*** EXTRACTED MATERIAL ***
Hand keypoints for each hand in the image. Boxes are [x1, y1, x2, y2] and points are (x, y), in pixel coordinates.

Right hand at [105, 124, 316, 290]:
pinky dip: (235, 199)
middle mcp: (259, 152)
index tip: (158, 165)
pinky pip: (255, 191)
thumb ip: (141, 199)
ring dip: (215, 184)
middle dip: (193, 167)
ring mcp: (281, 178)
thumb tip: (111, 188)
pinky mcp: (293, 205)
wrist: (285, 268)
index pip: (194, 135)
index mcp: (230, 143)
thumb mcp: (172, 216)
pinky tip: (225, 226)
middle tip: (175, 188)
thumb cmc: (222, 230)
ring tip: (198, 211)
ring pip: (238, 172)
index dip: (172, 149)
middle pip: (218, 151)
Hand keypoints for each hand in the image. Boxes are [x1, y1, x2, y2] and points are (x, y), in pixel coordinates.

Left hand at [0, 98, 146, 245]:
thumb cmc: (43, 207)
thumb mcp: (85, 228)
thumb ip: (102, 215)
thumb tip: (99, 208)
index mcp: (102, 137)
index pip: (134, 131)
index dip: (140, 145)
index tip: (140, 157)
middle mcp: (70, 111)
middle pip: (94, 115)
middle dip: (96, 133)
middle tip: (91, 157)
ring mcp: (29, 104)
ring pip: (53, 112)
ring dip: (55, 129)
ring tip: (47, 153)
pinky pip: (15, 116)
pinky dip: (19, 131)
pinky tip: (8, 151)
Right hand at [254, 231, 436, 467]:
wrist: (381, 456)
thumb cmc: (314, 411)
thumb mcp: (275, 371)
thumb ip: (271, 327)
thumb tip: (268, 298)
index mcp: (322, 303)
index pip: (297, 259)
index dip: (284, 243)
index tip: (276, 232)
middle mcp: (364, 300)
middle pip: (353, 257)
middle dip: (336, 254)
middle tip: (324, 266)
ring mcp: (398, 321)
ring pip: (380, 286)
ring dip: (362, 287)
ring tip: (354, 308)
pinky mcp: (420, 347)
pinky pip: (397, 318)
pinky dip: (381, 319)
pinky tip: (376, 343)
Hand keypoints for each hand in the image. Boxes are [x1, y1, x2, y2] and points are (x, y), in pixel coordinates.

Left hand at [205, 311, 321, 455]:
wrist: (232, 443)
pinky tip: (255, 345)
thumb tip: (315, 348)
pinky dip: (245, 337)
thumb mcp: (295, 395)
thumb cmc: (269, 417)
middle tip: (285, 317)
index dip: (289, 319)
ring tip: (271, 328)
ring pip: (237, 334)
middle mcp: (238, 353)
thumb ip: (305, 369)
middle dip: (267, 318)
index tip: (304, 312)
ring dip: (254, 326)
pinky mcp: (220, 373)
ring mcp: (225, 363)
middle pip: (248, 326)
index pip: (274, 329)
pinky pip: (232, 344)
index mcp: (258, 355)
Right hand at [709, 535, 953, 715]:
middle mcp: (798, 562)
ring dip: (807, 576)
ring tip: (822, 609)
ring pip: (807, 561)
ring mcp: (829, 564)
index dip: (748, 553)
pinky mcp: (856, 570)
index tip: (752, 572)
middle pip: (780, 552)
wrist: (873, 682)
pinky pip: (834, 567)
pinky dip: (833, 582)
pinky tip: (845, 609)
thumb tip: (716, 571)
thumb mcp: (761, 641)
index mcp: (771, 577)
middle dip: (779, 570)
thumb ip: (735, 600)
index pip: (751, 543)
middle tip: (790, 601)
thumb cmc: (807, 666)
*** End of EXTRACTED MATERIAL ***
◆ **TASK INSTRUCTIONS**
Reproduce each entry exactly, with nothing missing.

◆ **RESPONSE TO THIS TASK**
Hand keypoints for each hand in the image. Boxes are [x1, y1, x2, y2] and points are (x, y), in pixel coordinates.

Right hand at [105, 124, 316, 290]:
pinky dip: (235, 199)
middle mcp: (259, 152)
index tip: (158, 165)
pinky pip: (255, 191)
thumb ip: (141, 199)
ring dip: (215, 184)
middle dip: (193, 167)
ring mcp: (281, 178)
thumb tip: (111, 188)
pinky mcp: (293, 205)
wrist: (285, 268)
index pip: (194, 135)
index mcp: (230, 143)
thumb mcp: (172, 216)
pinky tip: (225, 226)
middle tip: (175, 188)
thumb cmc: (222, 230)
ring tip: (198, 211)
ring pip: (238, 172)
index dip: (172, 149)
middle pip: (218, 151)
Hand keypoints for each hand in the image. Boxes are [x1, y1, x2, y2] and points are (x, y), in pixel coordinates.

Left hand at [0, 98, 146, 245]:
thumb cmc: (43, 207)
thumb mcp: (85, 228)
thumb ip: (102, 215)
thumb tip: (99, 208)
index mcp: (102, 137)
index pip: (134, 131)
index dip: (140, 145)
index tip: (140, 157)
middle mcp: (70, 111)
middle pip: (94, 115)
middle dip: (96, 133)
middle tip: (91, 157)
ring mcp: (29, 104)
ring pip: (53, 112)
ring dip: (55, 129)
ring tip: (47, 153)
pinky pip: (15, 116)
pinky dip: (19, 131)
pinky tip: (8, 151)
Right hand at [254, 231, 436, 467]:
wrist: (381, 456)
thumb cmc: (314, 411)
thumb mcp: (275, 371)
thumb ip: (271, 327)
thumb tip: (268, 298)
index mcp: (322, 303)
index pip: (297, 259)
index dip: (284, 243)
index tip: (276, 232)
middle mcp: (364, 300)
middle pip: (353, 257)
middle dip: (336, 254)
middle tip: (324, 266)
ring mcp: (398, 321)
ring pip: (380, 286)
ring dip: (362, 287)
ring tip: (354, 308)
pinky mcp: (420, 347)
pinky pip: (397, 318)
pinky dip: (381, 319)
pinky tip: (376, 343)
Hand keypoints for each hand in the image. Boxes are [x1, y1, x2, y2] and points are (x, y), in pixel coordinates.

Left hand at [205, 311, 321, 455]:
wrist: (232, 443)
pinky tip: (255, 345)
thumb tip: (315, 348)
pinky dip: (245, 337)
thumb mcp: (295, 395)
thumb cmc: (269, 417)
middle tip: (285, 317)
index dip: (289, 319)
ring tip: (271, 328)
ring pip: (237, 334)
middle mcp: (238, 353)
thumb ip: (305, 369)
middle dip: (267, 318)
index tip: (304, 312)
ring dip: (254, 326)
pinky mcp: (220, 373)
ring mcp: (225, 363)
middle pip: (248, 326)
index pip: (274, 329)
pinky pip: (232, 344)
index mcp: (258, 355)
Right hand at [709, 535, 953, 715]:
middle mcp: (798, 562)
ring dip: (807, 576)
ring tip: (822, 609)
ring pip: (807, 561)
ring mcp: (829, 564)
index dip: (748, 553)
pinky mcp: (856, 570)
index tip: (752, 572)
middle pip: (780, 552)
wrist: (873, 682)
pinky pip: (834, 567)
pinky dip: (833, 582)
pinky tip: (845, 609)
thumb tip: (716, 571)
thumb mcp: (761, 641)
index mcp: (771, 577)
middle dip: (779, 570)
thumb ip: (735, 600)
index pip: (751, 543)
middle tip: (790, 601)
thumb cmc: (807, 666)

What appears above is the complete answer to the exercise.